Records drawn from a dataset:
=== Section Start ===
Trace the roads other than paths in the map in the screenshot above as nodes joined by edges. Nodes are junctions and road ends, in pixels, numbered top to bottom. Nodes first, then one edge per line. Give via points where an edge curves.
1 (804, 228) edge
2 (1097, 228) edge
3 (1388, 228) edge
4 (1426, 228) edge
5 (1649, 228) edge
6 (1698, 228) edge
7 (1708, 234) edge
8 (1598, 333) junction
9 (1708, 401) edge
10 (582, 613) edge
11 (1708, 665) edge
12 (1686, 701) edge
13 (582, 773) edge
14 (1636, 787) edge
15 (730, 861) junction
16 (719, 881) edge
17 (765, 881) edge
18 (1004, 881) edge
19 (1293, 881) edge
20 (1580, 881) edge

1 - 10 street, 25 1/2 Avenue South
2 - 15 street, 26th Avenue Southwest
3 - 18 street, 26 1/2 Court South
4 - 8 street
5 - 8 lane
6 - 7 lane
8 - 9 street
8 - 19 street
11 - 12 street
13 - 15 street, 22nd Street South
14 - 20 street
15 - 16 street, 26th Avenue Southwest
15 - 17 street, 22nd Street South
=== Section End ===
*AIM OF THE EXERCISE*. An exact transcription of every record above is required.

*EXPECTED ANSWER*.
Trace the roads other than paths in the map in the screenshot above as nodes joined by edges. Nodes are junctions and road ends, in pixels, numbered top to bottom. Nodes first, then one edge per line. Give via points where an edge curves.
1 (804, 228) edge
2 (1097, 228) edge
3 (1388, 228) edge
4 (1426, 228) edge
5 (1649, 228) edge
6 (1698, 228) edge
7 (1708, 234) edge
8 (1598, 333) junction
9 (1708, 401) edge
10 (582, 613) edge
11 (1708, 665) edge
12 (1686, 701) edge
13 (582, 773) edge
14 (1636, 787) edge
15 (730, 861) junction
16 (719, 881) edge
17 (765, 881) edge
18 (1004, 881) edge
19 (1293, 881) edge
20 (1580, 881) edge

1 - 10 street, 25 1/2 Avenue South
2 - 15 street, 26th Avenue Southwest
3 - 18 street, 26 1/2 Court South
4 - 8 street
5 - 8 lane
6 - 7 lane
8 - 9 street
8 - 19 street
11 - 12 street
13 - 15 street, 22nd Street South
14 - 20 street
15 - 16 street, 26th Avenue Southwest
15 - 17 street, 22nd Street South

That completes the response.